Last year former Teamsters President Ron Carey, long promoted as the head of this phony reform movement, resigned in disgrace after revelations that he and his aides embezzled nearly $1 million in union funds for his reelection campaign. With the election of Hoffa, the net result of this decade-long process is that the Teamsters is now being run by a man whose main base of support is the "old guard" of union officials, long reputed to have ties to the mob and notorious for violent attacks against critics and opponents within the union.
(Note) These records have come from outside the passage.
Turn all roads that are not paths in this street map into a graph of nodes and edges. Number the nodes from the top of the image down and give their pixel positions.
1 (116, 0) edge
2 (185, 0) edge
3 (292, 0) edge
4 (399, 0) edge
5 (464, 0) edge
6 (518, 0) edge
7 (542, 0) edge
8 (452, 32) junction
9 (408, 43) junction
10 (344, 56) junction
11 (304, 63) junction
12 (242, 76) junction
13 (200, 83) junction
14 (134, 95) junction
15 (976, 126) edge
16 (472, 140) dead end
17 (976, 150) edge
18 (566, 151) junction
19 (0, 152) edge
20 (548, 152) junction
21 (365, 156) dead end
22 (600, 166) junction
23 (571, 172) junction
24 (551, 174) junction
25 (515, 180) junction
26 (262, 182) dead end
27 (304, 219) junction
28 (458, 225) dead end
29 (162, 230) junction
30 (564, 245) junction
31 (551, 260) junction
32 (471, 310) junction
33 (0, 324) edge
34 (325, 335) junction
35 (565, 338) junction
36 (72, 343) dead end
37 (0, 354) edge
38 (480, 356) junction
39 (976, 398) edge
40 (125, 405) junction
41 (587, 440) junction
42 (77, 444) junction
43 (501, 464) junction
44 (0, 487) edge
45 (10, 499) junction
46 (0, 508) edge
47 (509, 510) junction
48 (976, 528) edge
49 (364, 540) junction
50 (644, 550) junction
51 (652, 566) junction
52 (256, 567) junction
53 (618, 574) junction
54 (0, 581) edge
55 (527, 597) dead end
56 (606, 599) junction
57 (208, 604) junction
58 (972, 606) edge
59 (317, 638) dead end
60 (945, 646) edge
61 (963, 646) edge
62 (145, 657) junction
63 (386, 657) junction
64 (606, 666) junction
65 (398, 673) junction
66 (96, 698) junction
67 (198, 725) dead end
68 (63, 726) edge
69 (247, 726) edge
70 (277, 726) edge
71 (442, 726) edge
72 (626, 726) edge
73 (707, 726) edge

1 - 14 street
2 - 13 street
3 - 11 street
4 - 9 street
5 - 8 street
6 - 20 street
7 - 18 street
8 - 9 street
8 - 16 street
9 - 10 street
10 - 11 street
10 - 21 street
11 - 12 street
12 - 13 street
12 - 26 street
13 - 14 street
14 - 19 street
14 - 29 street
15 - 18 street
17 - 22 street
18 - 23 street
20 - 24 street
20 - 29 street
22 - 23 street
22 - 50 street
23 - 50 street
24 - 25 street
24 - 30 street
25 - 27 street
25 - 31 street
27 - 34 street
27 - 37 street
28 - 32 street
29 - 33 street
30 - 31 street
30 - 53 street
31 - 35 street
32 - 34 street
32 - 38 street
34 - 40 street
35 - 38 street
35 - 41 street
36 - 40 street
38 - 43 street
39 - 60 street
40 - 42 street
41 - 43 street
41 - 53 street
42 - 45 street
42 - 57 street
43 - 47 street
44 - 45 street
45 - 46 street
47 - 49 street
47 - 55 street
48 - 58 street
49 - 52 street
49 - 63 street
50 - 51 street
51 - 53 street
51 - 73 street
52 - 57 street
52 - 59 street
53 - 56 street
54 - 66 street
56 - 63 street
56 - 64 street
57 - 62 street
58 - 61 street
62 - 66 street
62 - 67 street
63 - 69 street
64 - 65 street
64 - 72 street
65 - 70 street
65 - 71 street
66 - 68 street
This experience has underscored the fact that the Teamsters, and more generally the entire AFL-CIO, have ceased in any way to represent the interests of the working class. The aspirations and concerns of workers cannot find positive expression through these corrupt and bureaucratically controlled organizations.
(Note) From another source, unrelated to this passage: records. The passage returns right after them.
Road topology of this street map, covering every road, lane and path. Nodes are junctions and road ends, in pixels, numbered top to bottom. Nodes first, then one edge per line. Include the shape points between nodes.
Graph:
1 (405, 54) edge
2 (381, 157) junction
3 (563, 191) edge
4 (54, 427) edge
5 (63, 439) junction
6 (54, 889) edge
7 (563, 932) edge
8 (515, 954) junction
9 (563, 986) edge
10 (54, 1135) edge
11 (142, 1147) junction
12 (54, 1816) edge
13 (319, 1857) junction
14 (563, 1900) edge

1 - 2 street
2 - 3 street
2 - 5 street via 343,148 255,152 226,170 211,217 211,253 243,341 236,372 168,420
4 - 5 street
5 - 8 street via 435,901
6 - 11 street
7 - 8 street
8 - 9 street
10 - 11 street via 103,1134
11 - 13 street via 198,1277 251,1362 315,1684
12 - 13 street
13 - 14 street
The first noteworthy fact about the recent election was the massive abstention by rank-and-file Teamsters. Only 356,000 Teamsters, or 25 percent of the union's 1.4 million members in the US and Canada, returned their mail-in ballots. Hoffa won with 194,000 votes, or 14 percent of the eligible voters. His chief opponent, Tom Leedham, received 140,000 votes, representing 10 percent of the membership.
To a great extent the outcome of the election was determined by defections within the contending factions of the union bureaucracy. Hoffa garnered the support of many Teamsters officials, particularly in New York and Philadelphia, who had backed former Teamsters president Ron Carey in 1996. Leedham was left with those locals, primarily in the warehouse division that he leads, where former Carey supporters gathered votes for him.
The turnout of rank-and-file Teamsters was so low, even lower than the turnout in a typical election for US Congress, that it must say something about how workers view the union bureaucracy and the organization itself.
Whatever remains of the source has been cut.